Stroke patients with damaged vision may be able to restore their sight with the help of computer exercises based on the phenomenon known as blindsight–when a person with vision loss senses something they cannot actually see [Reuters]. Lead researcher Krystel Huxlin explains that people with blindsight may not be able to consciously perceive a visual stimulus, yet when they’re forced to answer questions about it their answers are often correct.
Researchers studied patients whose strokes had damaged their primary visual cortex, and whose impaired vision limits some everyday activities like reading and driving. “This is a type of brain damage that clinicians and scientists have long believed you simply can’t recover from. It’s devastating, and patients are usually sent home to somehow deal with it the best they can” [CBC], says Huxlin. The primary visual cortex is the gateway to the rest of the brain for most of the visual information that comes through the eyes, Huxlin said. That area passes visual information along to dozens of other parts of the brain, which then makes sense of the information, allowing people to see [Bloomberg].
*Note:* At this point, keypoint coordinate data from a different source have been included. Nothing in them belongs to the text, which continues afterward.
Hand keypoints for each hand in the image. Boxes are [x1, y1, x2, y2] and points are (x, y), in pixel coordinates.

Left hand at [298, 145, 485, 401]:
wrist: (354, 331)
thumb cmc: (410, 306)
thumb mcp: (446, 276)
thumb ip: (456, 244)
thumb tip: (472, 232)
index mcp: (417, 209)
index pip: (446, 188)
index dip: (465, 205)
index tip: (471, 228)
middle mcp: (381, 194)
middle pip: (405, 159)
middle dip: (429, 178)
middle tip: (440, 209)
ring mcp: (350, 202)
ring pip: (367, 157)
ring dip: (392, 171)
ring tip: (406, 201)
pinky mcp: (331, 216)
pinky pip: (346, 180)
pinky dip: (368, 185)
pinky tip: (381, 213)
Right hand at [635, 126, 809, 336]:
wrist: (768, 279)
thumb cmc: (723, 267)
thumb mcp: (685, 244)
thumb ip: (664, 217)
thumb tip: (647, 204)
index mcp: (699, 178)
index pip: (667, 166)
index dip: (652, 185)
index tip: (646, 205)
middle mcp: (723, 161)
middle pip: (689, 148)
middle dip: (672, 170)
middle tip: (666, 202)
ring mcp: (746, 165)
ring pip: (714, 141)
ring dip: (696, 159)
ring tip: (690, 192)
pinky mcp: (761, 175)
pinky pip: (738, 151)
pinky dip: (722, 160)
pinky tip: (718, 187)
In the new study, published in the Journal of Neuroscience, the patients stared at a small black square in the middle of a computer screen while every few seconds a group of about 100 small dots appeared on the screen somewhere in the area relevant to where the person’s vision was damaged. The patients’ brains initially couldn’t process that the dots were present, although their eyes were taking in the information [Bloomberg]. Researchers asked the patients to guess whether the dots were moving left or right, and found that at first the patients had a success rate of 50 percent, consistent with random guessing. But after the vigorous training regimen in which the patients practiced the exercise for 15 to 30 minutes each day for nine to 18 months, that success rate jumped to 80 or 90 percent.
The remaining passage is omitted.